(Material provided)
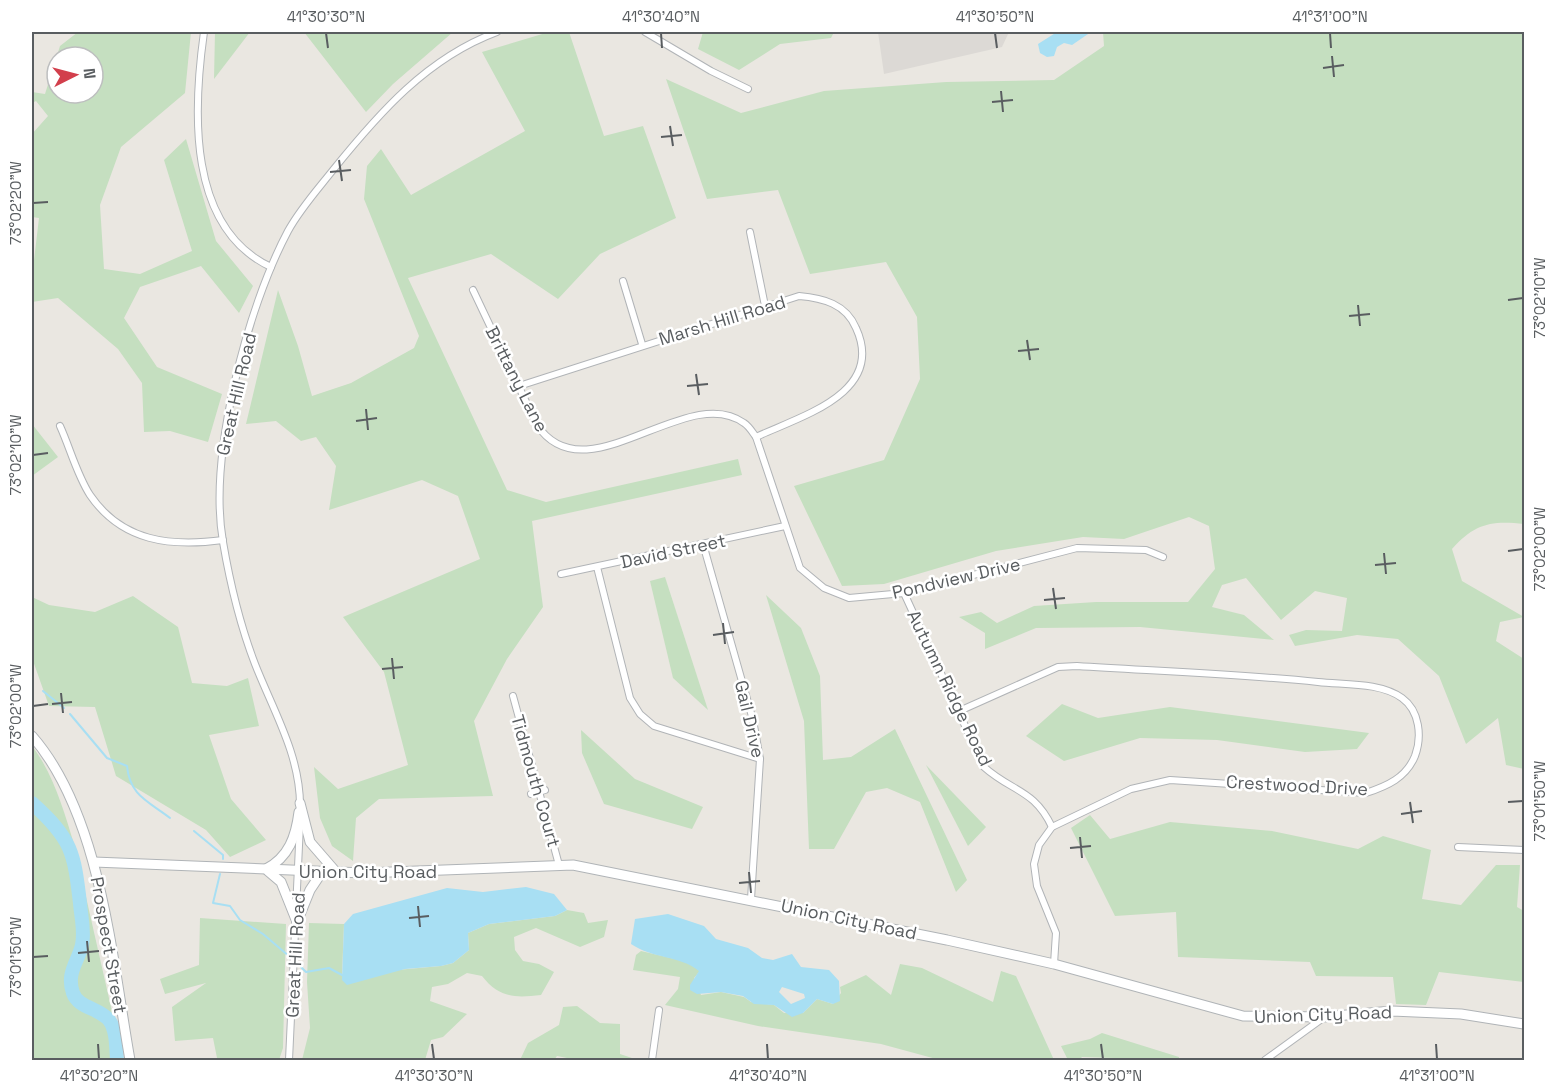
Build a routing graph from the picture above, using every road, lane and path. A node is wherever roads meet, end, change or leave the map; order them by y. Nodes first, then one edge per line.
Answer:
1 (204, 32) edge
2 (497, 32) edge
3 (645, 32) edge
4 (748, 89) dead end
5 (750, 232) dead end
6 (271, 267) junction
7 (623, 281) dead end
8 (473, 290) dead end
9 (765, 306) junction
10 (642, 344) junction
11 (519, 386) junction
12 (60, 426) dead end
13 (756, 437) junction
14 (784, 526) junction
15 (223, 540) junction
16 (703, 544) junction
17 (1163, 557) dead end
18 (597, 567) junction
19 (561, 573) dead end
20 (904, 593) junction
21 (513, 696) dead end
22 (957, 712) junction
23 (32, 736) edge
24 (760, 759) junction
25 (545, 790) dead end
26 (534, 793) junction
27 (300, 803) junction
28 (1052, 827) junction
29 (1458, 847) dead end
30 (1524, 850) edge
31 (94, 862) junction
32 (559, 865) junction
33 (266, 869) junction
34 (299, 871) junction
35 (322, 872) junction
36 (336, 872) junction
37 (751, 899) junction
38 (297, 922) junction
39 (1054, 964) junction
40 (659, 1010) dead end
41 (1324, 1017) junction
42 (1524, 1024) edge
43 (130, 1060) edge
44 (289, 1060) edge
45 (652, 1060) edge
46 (1265, 1060) edge

1 - 6 street
2 - 6 street, Great Hill Road
3 - 4 street
5 - 9 street
6 - 15 street, Great Hill Road
7 - 10 street
8 - 11 street, Brittany Lane
9 - 10 street, Marsh Hill Road
9 - 13 street, Marsh Hill Road
10 - 11 street, Marsh Hill Road
11 - 13 street, Brittany Lane
12 - 15 street
13 - 14 street
14 - 16 street, David Street
14 - 20 street, Pondview Drive
15 - 27 street, Great Hill Road
16 - 18 street, David Street
16 - 24 street, Gail Drive
17 - 20 street, Pondview Drive
18 - 19 street, David Street
18 - 24 street
20 - 22 street, Autumn Ridge Road
21 - 26 street, Tidmouth Court
22 - 28 street, Autumn Ridge Road
22 - 28 street, Crestwood Drive
23 - 31 main road, Prospect Street
24 - 37 street, Gail Drive
25 - 26 street
26 - 32 street, Tidmouth Court
27 - 33 main road
27 - 34 street, Great Hill Road
27 - 36 main road
28 - 39 street
29 - 30 street
31 - 33 main road, Union City Road
31 - 43 main road, Prospect Street
32 - 36 main road, Union City Road
32 - 37 main road, Union City Road
33 - 34 main road, Union City Road
33 - 38 main road
34 - 35 main road, Union City Road
34 - 38 street, Great Hill Road
35 - 36 main road, Union City Road
35 - 38 main road
37 - 39 main road, Union City Road
38 - 44 street, Great Hill Road
39 - 41 main road, Union City Road
40 - 45 street
41 - 42 main road, Union City Road
41 - 46 street

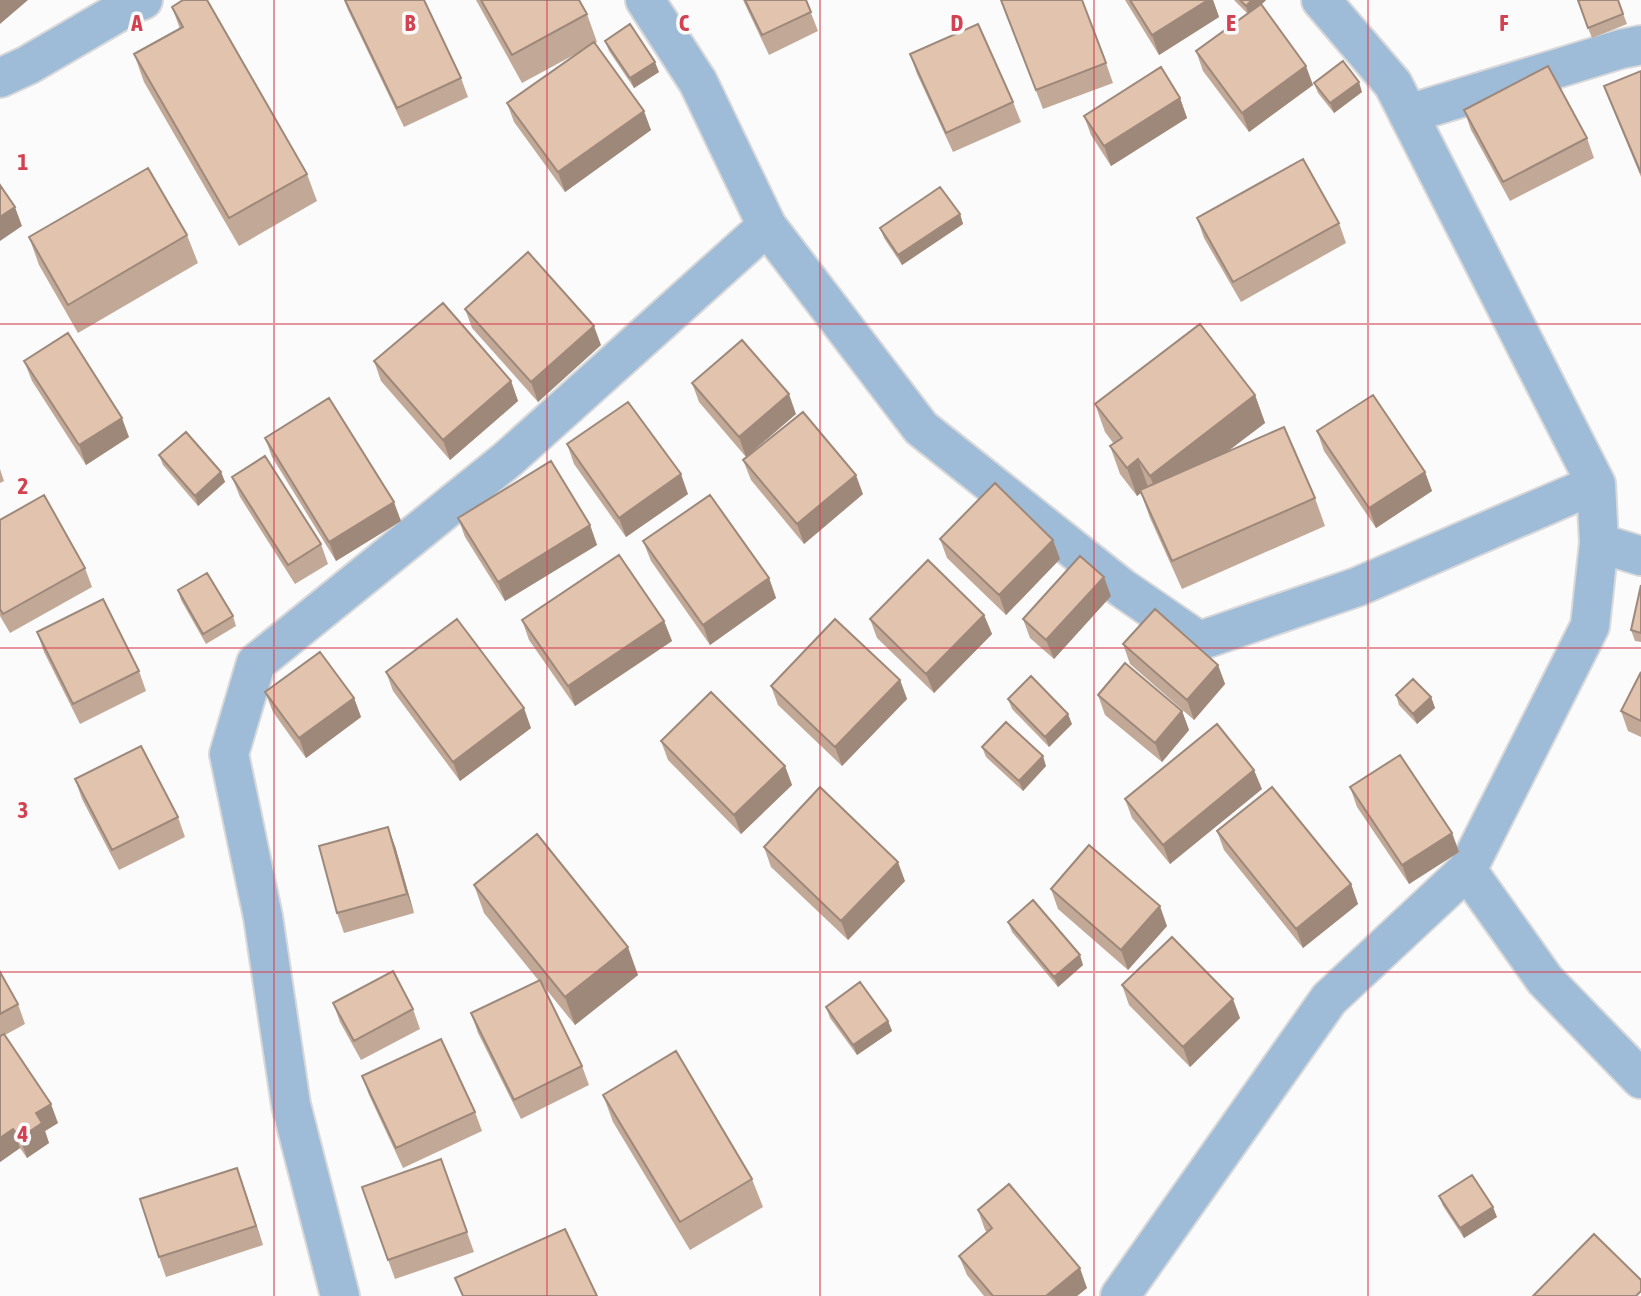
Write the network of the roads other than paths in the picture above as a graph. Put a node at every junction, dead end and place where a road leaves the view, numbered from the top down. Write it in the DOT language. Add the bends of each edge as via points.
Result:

(Problem) Make a list of all lines in the data that contain "picture".

(Result of this exercise)
Build a routing graph from the picture above, using every road, lane and path. A node is wherever roads meet, end, change or leave the map; order them by y. Nodes first, then one edge per line.
Write the network of the roads other than paths in the picture above as a graph. Put a node at every junction, dead end and place where a road leaves the view, numbered from the top down. Write it in the DOT language. Add the bends of each edge as via points.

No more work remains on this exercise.